[Data records]
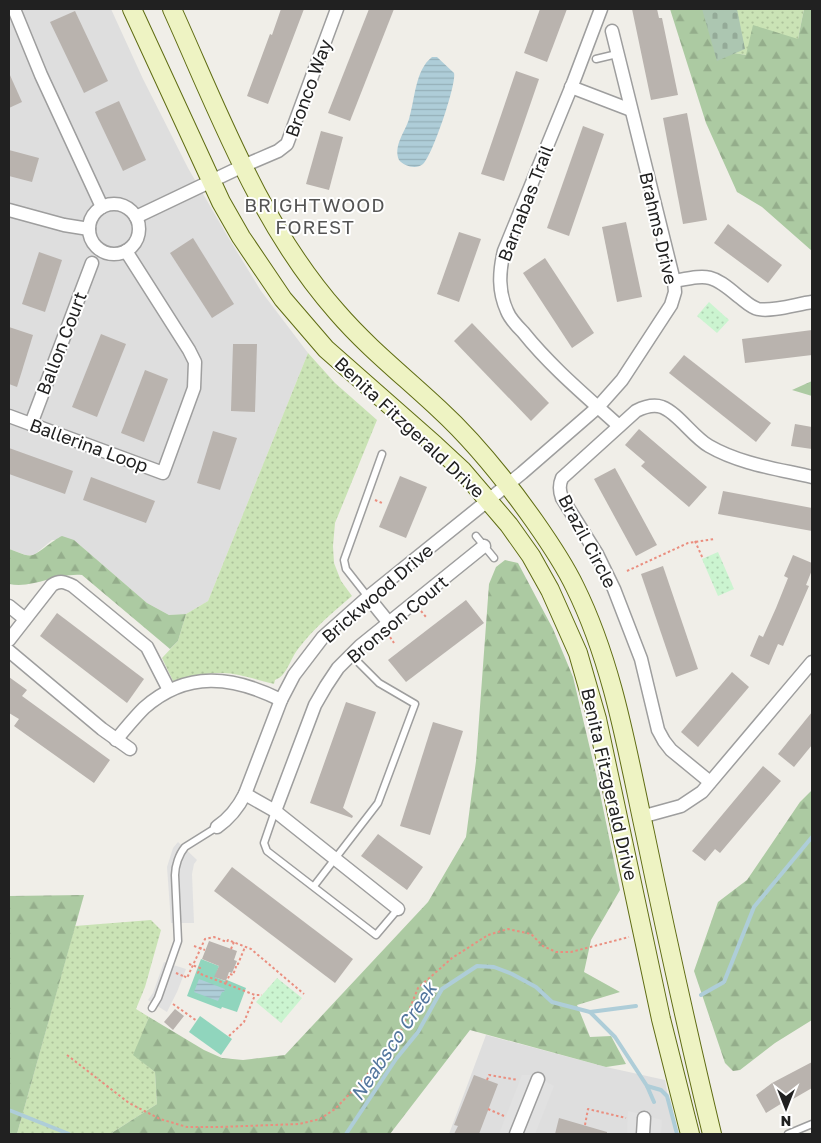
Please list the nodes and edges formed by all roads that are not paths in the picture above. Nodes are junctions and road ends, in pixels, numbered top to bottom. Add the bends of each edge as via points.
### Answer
1 (14, 9) edge
2 (132, 9) edge
3 (172, 9) edge
4 (337, 9) edge
5 (601, 9) edge
6 (612, 31) dead end
7 (617, 54) junction
8 (596, 59) dead end
9 (571, 87) junction
10 (631, 110) junction
11 (243, 166) junction
12 (212, 181) junction
13 (102, 207) junction
14 (9, 210) edge
15 (136, 217) junction
16 (89, 230) junction
17 (126, 251) junction
18 (92, 263) dead end
19 (674, 282) junction
20 (812, 302) edge
21 (598, 407) junction
22 (9, 416) edge
23 (31, 424) junction
24 (619, 426) junction
25 (382, 454) dead end
26 (812, 477) edge
27 (508, 484) junction
28 (489, 500) junction
29 (480, 541) joint
30 (494, 558) dead end
31 (368, 597) junction
32 (9, 606) edge
33 (25, 619) junction
34 (389, 623) junction
35 (9, 640) edge
36 (9, 651) edge
37 (351, 654) junction
38 (812, 662) edge
39 (169, 690) junction
40 (281, 700) junction
41 (116, 740) junction
42 (130, 749) dead end
43 (710, 782) junction
44 (245, 794) junction
45 (275, 811) junction
46 (641, 818) junction
47 (218, 827) joint
48 (335, 859) junction
49 (314, 886) junction
50 (398, 909) joint
51 (152, 1008) dead end
52 (538, 1079) dead end
53 (644, 1118) dead end
54 (812, 1124) edge
55 (516, 1134) edge
56 (643, 1134) edge
57 (690, 1134) edge
58 (712, 1134) edge
59 (788, 1134) edge

1 - 13 street
2 - 12 main road, Benita Fitzgerald Drive
3 - 11 main road, Benita Fitzgerald Drive
4 - 11 street, Bronco Way via 287,144
5 - 9 street, Barnabas Trail
6 - 7 street, Brahms Drive
7 - 8 lane
7 - 10 street, Brahms Drive
9 - 10 street
9 - 21 street, Barnabas Trail via 504,251 500,281 510,316 550,362
10 - 19 street, Brahms Drive
11 - 12 street, Bronco Way
11 - 27 main road, Benita Fitzgerald Drive via 292,253 337,312 478,448
12 - 15 street, Bronco Way
12 - 28 main road, Benita Fitzgerald Drive via 241,237 302,323 326,349 462,470
13 - 15 street via 125,206
13 - 16 street via 92,216
14 - 16 street
15 - 17 street via 137,237
16 - 17 street via 98,248 112,254
17 - 23 street, Ballerina Loop via 195,362 194,388 162,472
18 - 23 street, Ballon Court
19 - 20 street via 701,276 715,278 749,305 760,309
19 - 21 street, Brahms Drive via 675,292 666,313 622,380
21 - 24 street, Barnabas Trail
21 - 27 street, Brahms Drive
22 - 23 street, Ballerina Loop
24 - 26 street, Brazil Circle via 644,407 661,407 708,446 725,454
24 - 43 street, Brazil Circle via 562,478 559,491 614,589 641,659 658,730 671,750
25 - 31 lane via 344,560 348,572
27 - 28 street, Brickwood Drive
27 - 46 main road, Benita Fitzgerald Drive via 552,546 575,586 598,639 623,729
28 - 31 street, Brickwood Drive
28 - 57 main road, Benita Fitzgerald Drive via 509,525 550,590 578,653 597,719 661,1019
29 - 30 lane
29 - 34 street, Bronson Court
31 - 34 street
31 - 40 street, Brickwood Drive via 323,637 298,669
32 - 33 street
33 - 35 street
33 - 39 street via 52,585 67,583 147,647
34 - 37 street, Bronson Court
36 - 41 street
37 - 45 street, Bronson Court via 315,705
37 - 48 lane via 379,684 415,704 378,803
38 - 43 street
39 - 40 street via 196,681 227,681 246,685
39 - 41 street via 144,708
40 - 44 street, Brickwood Drive
41 - 42 street
43 - 46 street via 682,806
44 - 45 street
44 - 47 street, Brickwood Drive via 229,818
45 - 48 street
45 - 49 lane via 265,848
46 - 58 main road, Benita Fitzgerald Drive
47 - 51 lane via 185,847 180,854 175,871 178,941
48 - 49 lane
48 - 50 street
49 - 50 lane via 376,935
52 - 55 street
53 - 56 street
54 - 59 lane

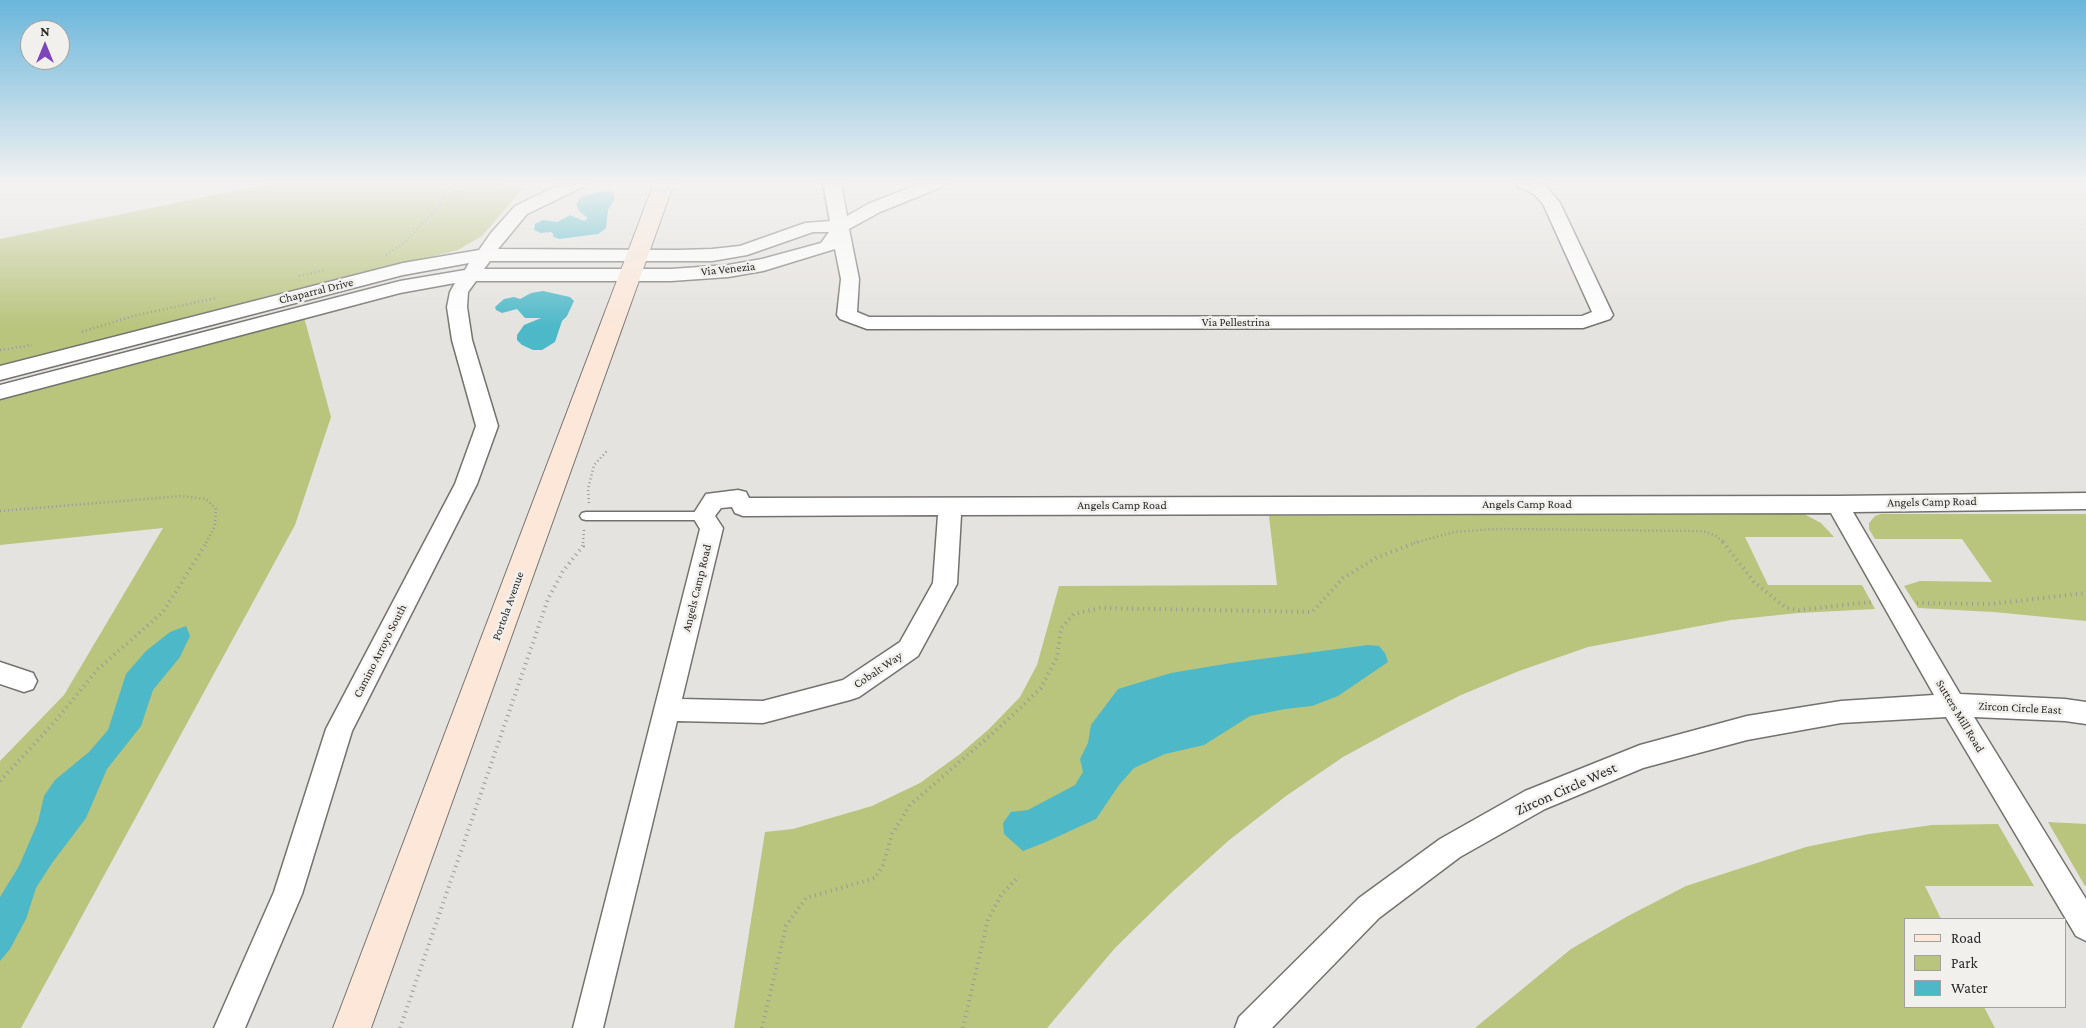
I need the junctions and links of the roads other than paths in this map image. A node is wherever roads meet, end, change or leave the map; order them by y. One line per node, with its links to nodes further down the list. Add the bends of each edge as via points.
1 (502, 231): 6 (street, Camino Arroyo South)
2 (647, 231): 7 (main road, Portola Avenue)
3 (838, 231): 7 (street, Via Venezia, via 828,247 762,266 728,271)
4 (842, 231): 5 (street, Via Pellestrina, via 850,279 847,315 867,323 1584,322 1603,315)
5 (1564, 231)
6 (485, 255): 7 (street, Chaparral Drive); 8 (street, Camino Arroyo South); 9 (street, Chaparral Drive, via 403,269)
7 (634, 266): 8 (street, Chaparral Drive); 23 (main road, Portola Avenue)
8 (470, 276): 10 (street, Chaparral Drive, via 400,288); 22 (street, Camino Arroyo South, via 459,292 458,307 462,340 487,426 466,484 339,729 288,894)
9 (0, 372)
10 (0, 392)
11 (2086, 501): 12 (street, Angels Camp Road)
12 (1837, 504): 13 (street, Angels Camp Road); 18 (street, Sutters Mill Road)
13 (950, 506): 15 (street, Angels Camp Road, via 743,507 738,498 714,500); 19 (street, Cobalt Way, via 945,584 909,649 850,689 763,712)
14 (586, 516): 15 (lane)
15 (703, 516): 19 (street, Angels Camp Road, via 712,528)
16 (0, 673): 17 (street)
17 (24, 681)
18 (1953, 705): 20 (street, Zircon Circle East); 21 (street, Sutters Mill Road); 25 (street, Zircon Circle West, via 1841,712 1747,728 1640,757 1536,800 1450,848 1369,908)
19 (667, 710): 24 (street, Angels Camp Road)
20 (2086, 713)
21 (2086, 926)
22 (229, 1028)
23 (352, 1028)
24 (588, 1028)
25 (1250, 1028)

- _TRY IT_
Only lines containing the word "Mill" matter here: count them in the entries and give the number, nothing else.

- _TASK RESULT_
2